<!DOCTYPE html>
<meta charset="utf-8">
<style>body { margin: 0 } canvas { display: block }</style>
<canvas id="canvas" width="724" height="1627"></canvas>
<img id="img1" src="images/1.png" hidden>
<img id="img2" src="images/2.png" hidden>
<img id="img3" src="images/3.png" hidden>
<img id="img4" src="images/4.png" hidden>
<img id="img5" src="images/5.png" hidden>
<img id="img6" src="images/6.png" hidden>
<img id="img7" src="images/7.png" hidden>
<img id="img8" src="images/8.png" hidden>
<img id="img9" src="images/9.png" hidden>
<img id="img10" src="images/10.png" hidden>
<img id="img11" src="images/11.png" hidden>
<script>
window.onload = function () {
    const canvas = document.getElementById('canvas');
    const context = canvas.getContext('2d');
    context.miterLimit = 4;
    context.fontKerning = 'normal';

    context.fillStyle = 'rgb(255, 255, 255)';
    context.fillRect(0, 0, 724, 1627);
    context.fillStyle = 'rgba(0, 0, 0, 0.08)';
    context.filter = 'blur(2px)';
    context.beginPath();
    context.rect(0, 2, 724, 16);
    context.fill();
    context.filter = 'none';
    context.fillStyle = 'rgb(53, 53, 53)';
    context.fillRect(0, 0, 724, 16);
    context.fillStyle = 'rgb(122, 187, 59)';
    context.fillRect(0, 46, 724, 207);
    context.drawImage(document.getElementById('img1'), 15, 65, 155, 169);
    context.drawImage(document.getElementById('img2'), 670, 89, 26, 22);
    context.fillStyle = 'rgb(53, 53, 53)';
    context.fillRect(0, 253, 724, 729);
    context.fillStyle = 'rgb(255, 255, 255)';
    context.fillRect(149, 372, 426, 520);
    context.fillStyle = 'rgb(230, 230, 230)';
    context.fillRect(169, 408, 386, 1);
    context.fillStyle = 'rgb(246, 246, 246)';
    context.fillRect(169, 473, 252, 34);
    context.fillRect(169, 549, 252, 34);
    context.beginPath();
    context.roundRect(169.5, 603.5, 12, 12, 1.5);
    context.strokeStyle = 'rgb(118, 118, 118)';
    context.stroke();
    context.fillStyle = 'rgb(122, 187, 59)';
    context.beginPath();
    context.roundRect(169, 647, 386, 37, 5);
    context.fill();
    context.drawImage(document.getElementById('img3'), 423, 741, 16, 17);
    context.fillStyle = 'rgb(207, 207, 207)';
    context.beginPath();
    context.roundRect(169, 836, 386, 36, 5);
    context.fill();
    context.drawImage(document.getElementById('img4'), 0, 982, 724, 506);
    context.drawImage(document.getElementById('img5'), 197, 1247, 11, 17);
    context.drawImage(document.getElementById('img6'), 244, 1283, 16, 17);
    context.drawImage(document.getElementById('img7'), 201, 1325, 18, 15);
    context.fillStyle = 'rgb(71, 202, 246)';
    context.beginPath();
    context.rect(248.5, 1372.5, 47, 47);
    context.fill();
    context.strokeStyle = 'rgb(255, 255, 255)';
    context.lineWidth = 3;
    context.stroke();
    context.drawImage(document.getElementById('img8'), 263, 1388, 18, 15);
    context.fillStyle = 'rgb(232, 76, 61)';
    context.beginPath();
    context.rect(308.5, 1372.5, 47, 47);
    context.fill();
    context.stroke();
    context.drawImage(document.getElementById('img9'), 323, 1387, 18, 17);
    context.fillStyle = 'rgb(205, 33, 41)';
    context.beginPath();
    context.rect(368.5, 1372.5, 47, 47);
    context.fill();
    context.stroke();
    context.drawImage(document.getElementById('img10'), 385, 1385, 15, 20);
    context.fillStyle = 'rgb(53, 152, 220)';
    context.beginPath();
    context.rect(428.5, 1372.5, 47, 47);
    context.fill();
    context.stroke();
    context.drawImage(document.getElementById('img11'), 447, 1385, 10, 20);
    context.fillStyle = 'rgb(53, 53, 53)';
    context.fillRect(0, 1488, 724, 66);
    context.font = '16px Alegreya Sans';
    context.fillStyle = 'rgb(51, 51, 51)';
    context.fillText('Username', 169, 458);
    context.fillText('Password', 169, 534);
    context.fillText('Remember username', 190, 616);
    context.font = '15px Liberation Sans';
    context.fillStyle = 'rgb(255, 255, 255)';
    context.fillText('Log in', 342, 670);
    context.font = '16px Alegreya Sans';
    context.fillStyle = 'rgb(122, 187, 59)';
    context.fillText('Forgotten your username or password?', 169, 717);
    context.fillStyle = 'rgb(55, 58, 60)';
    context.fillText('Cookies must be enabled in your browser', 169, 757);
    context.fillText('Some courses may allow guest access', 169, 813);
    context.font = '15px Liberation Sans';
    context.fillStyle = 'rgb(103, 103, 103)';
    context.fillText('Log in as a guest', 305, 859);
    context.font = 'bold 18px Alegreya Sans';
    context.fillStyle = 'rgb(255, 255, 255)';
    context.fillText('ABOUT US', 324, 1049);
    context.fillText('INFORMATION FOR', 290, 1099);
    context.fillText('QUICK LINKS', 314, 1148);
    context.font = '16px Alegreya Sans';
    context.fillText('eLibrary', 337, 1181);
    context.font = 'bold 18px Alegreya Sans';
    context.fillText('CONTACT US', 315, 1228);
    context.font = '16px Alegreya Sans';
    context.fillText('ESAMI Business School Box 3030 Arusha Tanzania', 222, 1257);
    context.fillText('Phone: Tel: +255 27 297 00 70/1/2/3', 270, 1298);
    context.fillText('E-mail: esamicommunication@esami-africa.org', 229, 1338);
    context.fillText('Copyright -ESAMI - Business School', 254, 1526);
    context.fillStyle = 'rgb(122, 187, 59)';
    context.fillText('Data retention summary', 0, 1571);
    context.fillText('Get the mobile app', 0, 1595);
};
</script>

_WHAT TO WORK ON:_ What you give back must match the material exactly, beginning with its first line and ending with the line holding "context.fontKerning = 'normal';".

_SOLUTION:_
<!DOCTYPE html>
<meta charset="utf-8">
<style>body { margin: 0 } canvas { display: block }</style>
<canvas id="canvas" width="724" height="1627"></canvas>
<img id="img1" src="images/1.png" hidden>
<img id="img2" src="images/2.png" hidden>
<img id="img3" src="images/3.png" hidden>
<img id="img4" src="images/4.png" hidden>
<img id="img5" src="images/5.png" hidden>
<img id="img6" src="images/6.png" hidden>
<img id="img7" src="images/7.png" hidden>
<img id="img8" src="images/8.png" hidden>
<img id="img9" src="images/9.png" hidden>
<img id="img10" src="images/10.png" hidden>
<img id="img11" src="images/11.png" hidden>
<script>
window.onload = function () {
    const canvas = document.getElementById('canvas');
    const context = canvas.getContext('2d');
    context.miterLimit = 4;
    context.fontKerning = 'normal';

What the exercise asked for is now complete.